[Saved entries]
□ □ □ □ □

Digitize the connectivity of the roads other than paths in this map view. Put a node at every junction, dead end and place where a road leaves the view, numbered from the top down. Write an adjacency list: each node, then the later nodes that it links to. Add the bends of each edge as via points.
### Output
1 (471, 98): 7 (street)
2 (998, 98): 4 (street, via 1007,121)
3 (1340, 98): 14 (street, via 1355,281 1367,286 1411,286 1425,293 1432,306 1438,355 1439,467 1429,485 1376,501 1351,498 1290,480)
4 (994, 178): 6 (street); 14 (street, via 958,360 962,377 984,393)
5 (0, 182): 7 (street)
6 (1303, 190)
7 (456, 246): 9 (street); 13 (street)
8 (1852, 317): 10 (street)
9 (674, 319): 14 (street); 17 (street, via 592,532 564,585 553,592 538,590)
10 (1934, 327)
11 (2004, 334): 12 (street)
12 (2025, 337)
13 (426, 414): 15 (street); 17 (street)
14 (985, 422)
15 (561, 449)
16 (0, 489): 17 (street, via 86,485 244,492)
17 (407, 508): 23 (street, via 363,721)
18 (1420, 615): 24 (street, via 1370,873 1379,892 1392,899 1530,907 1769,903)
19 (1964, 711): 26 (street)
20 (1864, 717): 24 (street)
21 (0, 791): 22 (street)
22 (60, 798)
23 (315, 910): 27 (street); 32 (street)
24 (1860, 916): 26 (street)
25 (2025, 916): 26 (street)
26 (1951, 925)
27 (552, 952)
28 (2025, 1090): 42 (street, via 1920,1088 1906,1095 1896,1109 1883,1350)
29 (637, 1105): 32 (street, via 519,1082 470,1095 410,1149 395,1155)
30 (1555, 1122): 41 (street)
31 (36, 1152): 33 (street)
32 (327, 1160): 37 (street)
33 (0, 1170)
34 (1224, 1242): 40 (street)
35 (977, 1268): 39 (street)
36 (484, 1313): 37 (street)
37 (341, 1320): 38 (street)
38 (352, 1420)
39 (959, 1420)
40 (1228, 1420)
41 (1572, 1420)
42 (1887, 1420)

□ □ □ □ □

[Task description] Give a word-for-word copy of the records.

[Your response]
Digitize the connectivity of the roads other than paths in this map view. Put a node at every junction, dead end and place where a road leaves the view, numbered from the top down. Write an adjacency list: each node, then the later nodes that it links to. Add the bends of each edge as via points.
### Output
1 (471, 98): 7 (street)
2 (998, 98): 4 (street, via 1007,121)
3 (1340, 98): 14 (street, via 1355,281 1367,286 1411,286 1425,293 1432,306 1438,355 1439,467 1429,485 1376,501 1351,498 1290,480)
4 (994, 178): 6 (street); 14 (street, via 958,360 962,377 984,393)
5 (0, 182): 7 (street)
6 (1303, 190)
7 (456, 246): 9 (street); 13 (street)
8 (1852, 317): 10 (street)
9 (674, 319): 14 (street); 17 (street, via 592,532 564,585 553,592 538,590)
10 (1934, 327)
11 (2004, 334): 12 (street)
12 (2025, 337)
13 (426, 414): 15 (street); 17 (street)
14 (985, 422)
15 (561, 449)
16 (0, 489): 17 (street, via 86,485 244,492)
17 (407, 508): 23 (street, via 363,721)
18 (1420, 615): 24 (street, via 1370,873 1379,892 1392,899 1530,907 1769,903)
19 (1964, 711): 26 (street)
20 (1864, 717): 24 (street)
21 (0, 791): 22 (street)
22 (60, 798)
23 (315, 910): 27 (street); 32 (street)
24 (1860, 916): 26 (street)
25 (2025, 916): 26 (street)
26 (1951, 925)
27 (552, 952)
28 (2025, 1090): 42 (street, via 1920,1088 1906,1095 1896,1109 1883,1350)
29 (637, 1105): 32 (street, via 519,1082 470,1095 410,1149 395,1155)
30 (1555, 1122): 41 (street)
31 (36, 1152): 33 (street)
32 (327, 1160): 37 (street)
33 (0, 1170)
34 (1224, 1242): 40 (street)
35 (977, 1268): 39 (street)
36 (484, 1313): 37 (street)
37 (341, 1320): 38 (street)
38 (352, 1420)
39 (959, 1420)
40 (1228, 1420)
41 (1572, 1420)
42 (1887, 1420)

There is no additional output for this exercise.